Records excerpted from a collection
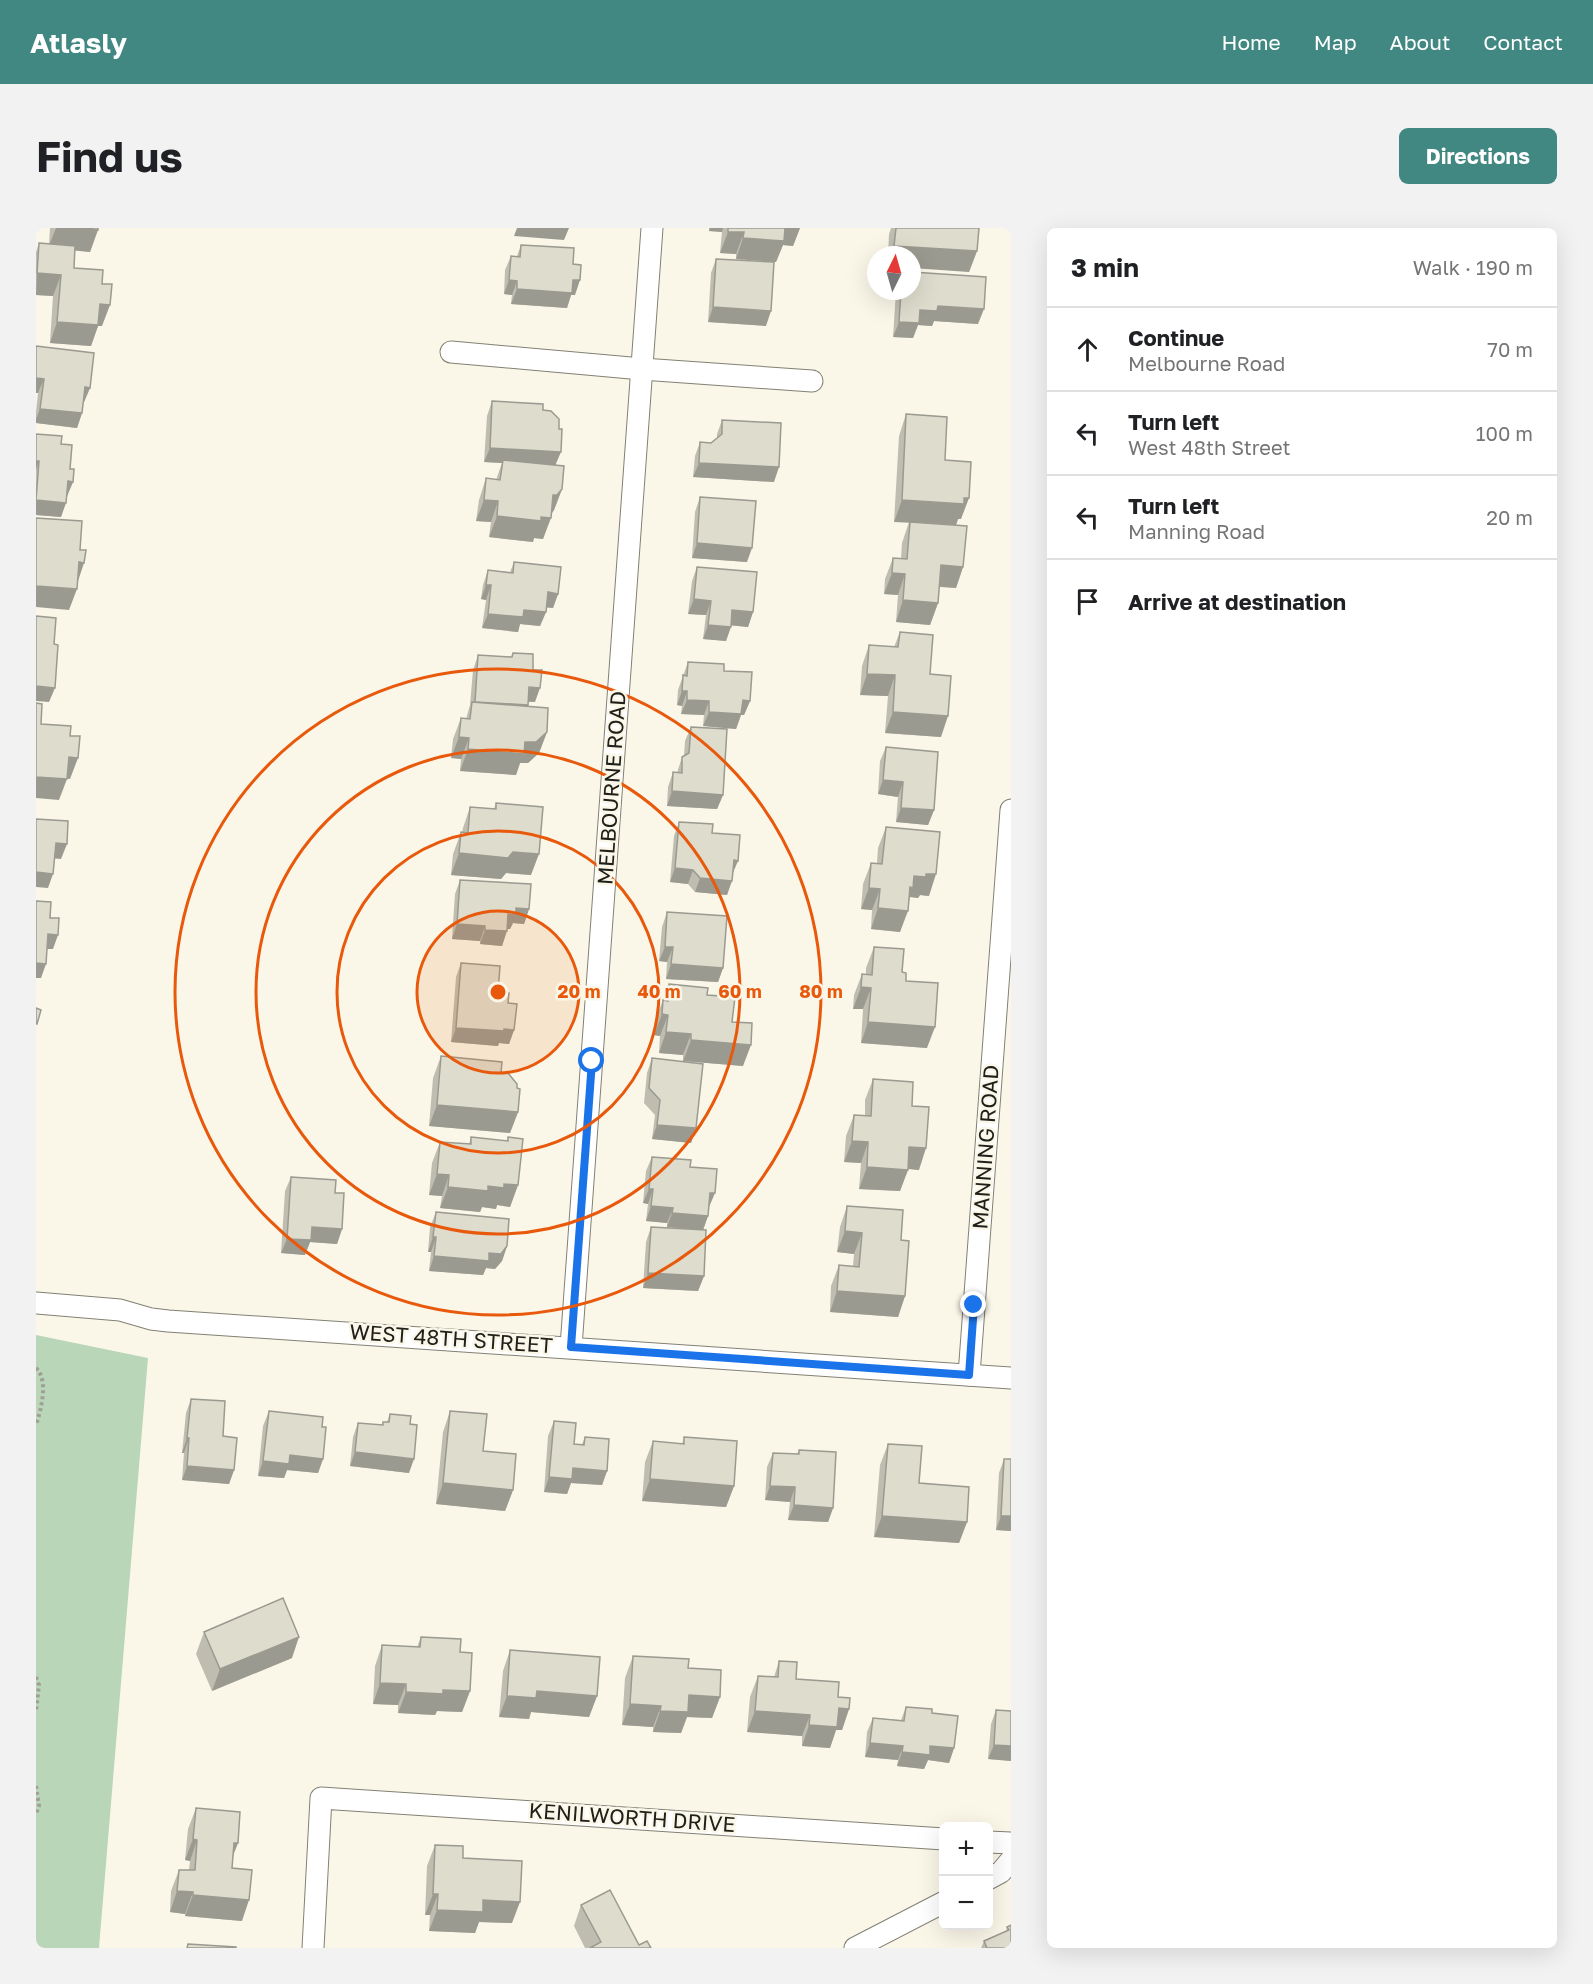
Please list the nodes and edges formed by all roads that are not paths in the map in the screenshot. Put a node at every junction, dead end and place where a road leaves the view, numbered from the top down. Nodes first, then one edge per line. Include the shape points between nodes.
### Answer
1 (652, 228) edge
2 (451, 352) dead end
3 (642, 369) junction
4 (812, 381) dead end
5 (1011, 810) edge
6 (36, 1303) edge
7 (571, 1347) junction
8 (969, 1375) junction
9 (1011, 1378) edge
10 (939, 1839) edge
11 (993, 1842) edge
12 (1011, 1844) edge
13 (1011, 1860) edge
14 (993, 1876) edge
15 (939, 1905) edge
16 (313, 1948) edge
17 (855, 1948) edge

1 - 3 street, MELBOURNE ROAD
2 - 3 street
3 - 4 street
3 - 7 street, MELBOURNE ROAD
5 - 8 street, MANNING ROAD
6 - 7 street, WEST 48TH STREET via 120,1310 168,1321
7 - 8 street, WEST 48TH STREET
8 - 9 street, WEST 48TH STREET
10 - 16 street, KENILWORTH DRIVE via 321,1798
11 - 12 street
13 - 14 street
15 - 17 street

◆ YOUR INSTRUCTIONS ◆
Output every record above exactly, leaving out the pictures.

◆ COMPLETED EXERCISE ◆
Please list the nodes and edges formed by all roads that are not paths in the map in the screenshot. Put a node at every junction, dead end and place where a road leaves the view, numbered from the top down. Nodes first, then one edge per line. Include the shape points between nodes.
### Answer
1 (652, 228) edge
2 (451, 352) dead end
3 (642, 369) junction
4 (812, 381) dead end
5 (1011, 810) edge
6 (36, 1303) edge
7 (571, 1347) junction
8 (969, 1375) junction
9 (1011, 1378) edge
10 (939, 1839) edge
11 (993, 1842) edge
12 (1011, 1844) edge
13 (1011, 1860) edge
14 (993, 1876) edge
15 (939, 1905) edge
16 (313, 1948) edge
17 (855, 1948) edge

1 - 3 street, MELBOURNE ROAD
2 - 3 street
3 - 4 street
3 - 7 street, MELBOURNE ROAD
5 - 8 street, MANNING ROAD
6 - 7 street, WEST 48TH STREET via 120,1310 168,1321
7 - 8 street, WEST 48TH STREET
8 - 9 street, WEST 48TH STREET
10 - 16 street, KENILWORTH DRIVE via 321,1798
11 - 12 street
13 - 14 street
15 - 17 street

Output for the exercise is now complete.